The tale begins with Europe’s scramble for Africa. Frustrated by his "small country, small people," King Leopold II of Belgium desperately searched for a colony to call his own. He tried to buy Fiji; he offered to take the Philippines off Spain’s hands. With the help of the British explorer Henry Morton Stanley, he finally settled on the Congo—a virtually unknown area larger than England, France, Germany, Spain, and Italy combined. By 1884, Leopold had established the Congo Free State as his personal property.
A master of spin and a genius at manipulation, King Leopold played on the European public’s desire to combat the "Arab" slave trade and civilize the region’s inhabitants. Lauded as a humanitarian, the king in reality presided as self-appointed "proprietor" over a colony characterized by slave labor, severed hands, kidnapping, and mass murder. Between 1890 and 1910, his quest for ivory and rubber cost the lives of half of the region’s 20 million inhabitants and brought him more than $1 billion (in today’s dollars).
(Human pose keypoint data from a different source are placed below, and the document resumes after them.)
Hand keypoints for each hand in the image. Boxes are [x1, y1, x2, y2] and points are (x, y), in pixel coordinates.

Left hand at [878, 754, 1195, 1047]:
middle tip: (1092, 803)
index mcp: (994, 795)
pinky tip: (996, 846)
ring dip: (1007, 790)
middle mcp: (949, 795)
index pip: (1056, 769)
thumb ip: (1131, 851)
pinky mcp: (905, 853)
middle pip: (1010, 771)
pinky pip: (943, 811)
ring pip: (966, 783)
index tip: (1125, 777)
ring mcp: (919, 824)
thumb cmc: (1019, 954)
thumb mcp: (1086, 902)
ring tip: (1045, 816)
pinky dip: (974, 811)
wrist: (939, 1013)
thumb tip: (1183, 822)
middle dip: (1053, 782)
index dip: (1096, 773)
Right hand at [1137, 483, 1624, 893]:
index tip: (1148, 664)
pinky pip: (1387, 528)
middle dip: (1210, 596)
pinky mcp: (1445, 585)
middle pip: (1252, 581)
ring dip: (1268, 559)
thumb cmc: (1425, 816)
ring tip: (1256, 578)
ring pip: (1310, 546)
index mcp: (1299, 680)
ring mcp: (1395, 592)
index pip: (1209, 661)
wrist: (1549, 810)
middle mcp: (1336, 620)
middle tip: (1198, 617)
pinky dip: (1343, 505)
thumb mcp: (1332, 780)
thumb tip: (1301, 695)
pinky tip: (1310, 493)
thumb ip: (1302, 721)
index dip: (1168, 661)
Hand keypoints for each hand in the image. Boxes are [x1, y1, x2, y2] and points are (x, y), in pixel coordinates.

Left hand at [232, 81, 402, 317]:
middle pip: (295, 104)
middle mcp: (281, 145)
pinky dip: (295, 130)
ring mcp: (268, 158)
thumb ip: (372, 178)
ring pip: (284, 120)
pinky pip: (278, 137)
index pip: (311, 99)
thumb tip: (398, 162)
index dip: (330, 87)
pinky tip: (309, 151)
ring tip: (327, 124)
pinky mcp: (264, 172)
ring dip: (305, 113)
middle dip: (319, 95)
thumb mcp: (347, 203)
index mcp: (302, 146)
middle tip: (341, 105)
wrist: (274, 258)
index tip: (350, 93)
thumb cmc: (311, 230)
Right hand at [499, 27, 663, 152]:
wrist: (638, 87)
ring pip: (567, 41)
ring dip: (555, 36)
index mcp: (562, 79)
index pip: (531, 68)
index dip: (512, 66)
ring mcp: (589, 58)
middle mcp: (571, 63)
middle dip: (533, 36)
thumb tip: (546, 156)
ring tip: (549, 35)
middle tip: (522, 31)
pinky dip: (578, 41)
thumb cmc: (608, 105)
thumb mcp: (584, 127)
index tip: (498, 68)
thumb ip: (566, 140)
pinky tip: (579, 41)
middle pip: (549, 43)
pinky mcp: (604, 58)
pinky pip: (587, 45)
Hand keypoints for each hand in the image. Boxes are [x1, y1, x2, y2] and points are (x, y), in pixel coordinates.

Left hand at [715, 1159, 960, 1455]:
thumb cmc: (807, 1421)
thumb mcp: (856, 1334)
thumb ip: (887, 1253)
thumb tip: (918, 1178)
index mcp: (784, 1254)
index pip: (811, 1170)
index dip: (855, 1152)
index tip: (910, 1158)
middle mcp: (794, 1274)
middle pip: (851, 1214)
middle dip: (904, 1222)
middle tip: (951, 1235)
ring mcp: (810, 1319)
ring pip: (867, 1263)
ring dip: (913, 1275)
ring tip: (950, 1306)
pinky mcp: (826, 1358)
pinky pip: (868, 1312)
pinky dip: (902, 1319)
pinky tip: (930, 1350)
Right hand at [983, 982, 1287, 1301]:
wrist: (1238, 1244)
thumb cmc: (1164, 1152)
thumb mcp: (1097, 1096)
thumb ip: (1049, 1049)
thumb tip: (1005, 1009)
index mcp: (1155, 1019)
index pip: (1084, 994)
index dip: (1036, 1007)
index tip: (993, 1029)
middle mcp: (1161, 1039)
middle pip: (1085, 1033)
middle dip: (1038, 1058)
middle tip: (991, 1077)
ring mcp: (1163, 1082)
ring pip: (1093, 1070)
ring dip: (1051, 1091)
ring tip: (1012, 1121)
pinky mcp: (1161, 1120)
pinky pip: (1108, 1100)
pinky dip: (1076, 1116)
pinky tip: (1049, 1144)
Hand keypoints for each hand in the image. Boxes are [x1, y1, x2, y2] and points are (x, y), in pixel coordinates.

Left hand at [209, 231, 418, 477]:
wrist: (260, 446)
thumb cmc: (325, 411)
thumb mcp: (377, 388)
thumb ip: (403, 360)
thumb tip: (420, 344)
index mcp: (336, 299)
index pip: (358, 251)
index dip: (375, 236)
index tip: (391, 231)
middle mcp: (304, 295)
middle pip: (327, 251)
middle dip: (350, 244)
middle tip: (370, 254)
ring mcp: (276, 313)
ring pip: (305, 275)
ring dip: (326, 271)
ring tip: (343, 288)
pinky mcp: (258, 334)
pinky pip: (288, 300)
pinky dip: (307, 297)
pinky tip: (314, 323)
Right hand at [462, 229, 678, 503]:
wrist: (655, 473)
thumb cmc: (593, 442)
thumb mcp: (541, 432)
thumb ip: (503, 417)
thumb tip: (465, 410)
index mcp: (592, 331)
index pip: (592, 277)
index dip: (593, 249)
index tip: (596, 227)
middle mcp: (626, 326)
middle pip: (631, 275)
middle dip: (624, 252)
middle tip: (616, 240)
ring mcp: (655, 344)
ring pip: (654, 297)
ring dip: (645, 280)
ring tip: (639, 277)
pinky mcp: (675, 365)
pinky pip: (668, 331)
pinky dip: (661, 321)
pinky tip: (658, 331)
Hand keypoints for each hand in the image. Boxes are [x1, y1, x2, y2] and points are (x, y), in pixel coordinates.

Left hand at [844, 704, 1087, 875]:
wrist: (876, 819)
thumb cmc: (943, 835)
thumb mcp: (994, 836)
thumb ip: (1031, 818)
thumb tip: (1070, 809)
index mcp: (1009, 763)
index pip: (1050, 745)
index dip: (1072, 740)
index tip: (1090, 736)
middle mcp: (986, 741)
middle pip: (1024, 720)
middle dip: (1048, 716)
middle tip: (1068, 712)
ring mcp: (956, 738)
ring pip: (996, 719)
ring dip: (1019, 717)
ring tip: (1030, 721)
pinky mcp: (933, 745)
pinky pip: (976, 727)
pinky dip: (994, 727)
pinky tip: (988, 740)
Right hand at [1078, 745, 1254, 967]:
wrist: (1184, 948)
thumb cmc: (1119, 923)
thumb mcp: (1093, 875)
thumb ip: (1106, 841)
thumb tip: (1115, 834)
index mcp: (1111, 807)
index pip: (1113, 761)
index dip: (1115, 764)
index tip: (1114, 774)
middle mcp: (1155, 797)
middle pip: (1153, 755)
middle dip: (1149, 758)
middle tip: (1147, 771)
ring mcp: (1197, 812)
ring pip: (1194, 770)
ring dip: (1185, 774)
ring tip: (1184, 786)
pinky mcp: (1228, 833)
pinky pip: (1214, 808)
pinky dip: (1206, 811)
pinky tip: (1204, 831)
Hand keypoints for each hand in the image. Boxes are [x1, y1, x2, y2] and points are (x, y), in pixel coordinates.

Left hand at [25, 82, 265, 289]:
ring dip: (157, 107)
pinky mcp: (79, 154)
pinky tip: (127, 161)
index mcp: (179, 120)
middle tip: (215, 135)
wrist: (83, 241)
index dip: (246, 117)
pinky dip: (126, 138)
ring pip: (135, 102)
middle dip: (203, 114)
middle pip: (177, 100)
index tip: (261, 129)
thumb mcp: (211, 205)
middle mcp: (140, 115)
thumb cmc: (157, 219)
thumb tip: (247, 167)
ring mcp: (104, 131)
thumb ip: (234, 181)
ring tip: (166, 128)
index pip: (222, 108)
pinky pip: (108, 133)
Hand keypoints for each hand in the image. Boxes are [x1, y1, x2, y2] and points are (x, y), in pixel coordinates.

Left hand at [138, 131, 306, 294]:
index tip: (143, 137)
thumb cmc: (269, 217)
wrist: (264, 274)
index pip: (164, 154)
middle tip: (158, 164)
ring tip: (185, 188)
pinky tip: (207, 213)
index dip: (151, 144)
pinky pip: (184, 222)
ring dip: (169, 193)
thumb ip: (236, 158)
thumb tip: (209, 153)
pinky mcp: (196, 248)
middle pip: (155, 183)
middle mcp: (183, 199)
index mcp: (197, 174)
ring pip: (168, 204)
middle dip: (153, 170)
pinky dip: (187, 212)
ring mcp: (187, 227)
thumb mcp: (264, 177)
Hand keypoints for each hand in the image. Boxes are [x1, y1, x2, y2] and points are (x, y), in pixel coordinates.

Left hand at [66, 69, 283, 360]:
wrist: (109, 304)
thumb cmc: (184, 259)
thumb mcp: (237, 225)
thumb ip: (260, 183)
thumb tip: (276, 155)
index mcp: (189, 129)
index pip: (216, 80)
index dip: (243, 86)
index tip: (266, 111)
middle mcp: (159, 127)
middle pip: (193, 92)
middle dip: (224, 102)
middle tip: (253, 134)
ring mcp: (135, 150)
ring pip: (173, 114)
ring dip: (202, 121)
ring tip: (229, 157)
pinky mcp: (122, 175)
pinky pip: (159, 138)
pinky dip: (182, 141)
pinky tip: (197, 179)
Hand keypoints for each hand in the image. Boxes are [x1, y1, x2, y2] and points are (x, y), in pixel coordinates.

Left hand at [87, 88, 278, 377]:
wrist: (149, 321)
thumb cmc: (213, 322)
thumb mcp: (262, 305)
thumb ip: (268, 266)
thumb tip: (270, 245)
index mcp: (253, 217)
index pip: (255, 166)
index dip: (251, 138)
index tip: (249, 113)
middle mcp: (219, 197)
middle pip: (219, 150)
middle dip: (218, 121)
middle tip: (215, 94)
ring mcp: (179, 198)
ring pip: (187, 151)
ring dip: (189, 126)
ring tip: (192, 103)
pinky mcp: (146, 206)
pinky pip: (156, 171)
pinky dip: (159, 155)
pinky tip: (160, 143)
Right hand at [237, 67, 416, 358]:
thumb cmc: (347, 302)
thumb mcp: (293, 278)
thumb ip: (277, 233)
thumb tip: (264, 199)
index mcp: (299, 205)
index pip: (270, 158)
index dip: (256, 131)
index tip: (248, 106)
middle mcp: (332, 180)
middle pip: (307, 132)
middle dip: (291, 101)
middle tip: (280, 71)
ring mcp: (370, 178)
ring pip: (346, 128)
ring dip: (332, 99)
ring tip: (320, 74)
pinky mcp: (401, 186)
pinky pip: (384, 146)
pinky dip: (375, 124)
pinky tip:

Although the king remains a shadowy villain, Hochschild vividly brings to life the activists whose battle against Leopold dominates the book’s second half. At the heart of the effort to expose his abuses are the journalist and Congo Reform Association founder E. D. Morel and the atrocity investigator Roger Casement, the colony’s first British consul. Also of great interest are two African Americans—the journalist George Washington Williams and the missionary William Shepherd— whose impassioned activism helped launch the 20th century’s first international human rights campaign. By focusing on characters such as these, Hochschild manages to transform what might have been dry history into a page turner.
"Did the Congo reformers . . . save millions of lives?" Hochschild asks. "It would be a fitting climax to our story if this were so, for a splendid movement deserves splendid results." But that wasn’t exactly the case. Although reports of atrocities dropped off after the king was forced to sell his colony to the Belgian government in 1908, the reduction resulted primarily from such changes as the shift from wild to cultivated rubber. And forced labor, hostage taking, and beatings with the infamous hippopotamus-skin whip called the chicotte continued until World War II. Still, Hochschild argues, the movement succeeded in making Leopold’s atrocities part of the historical record and in keeping alive the "human capacity for outrage."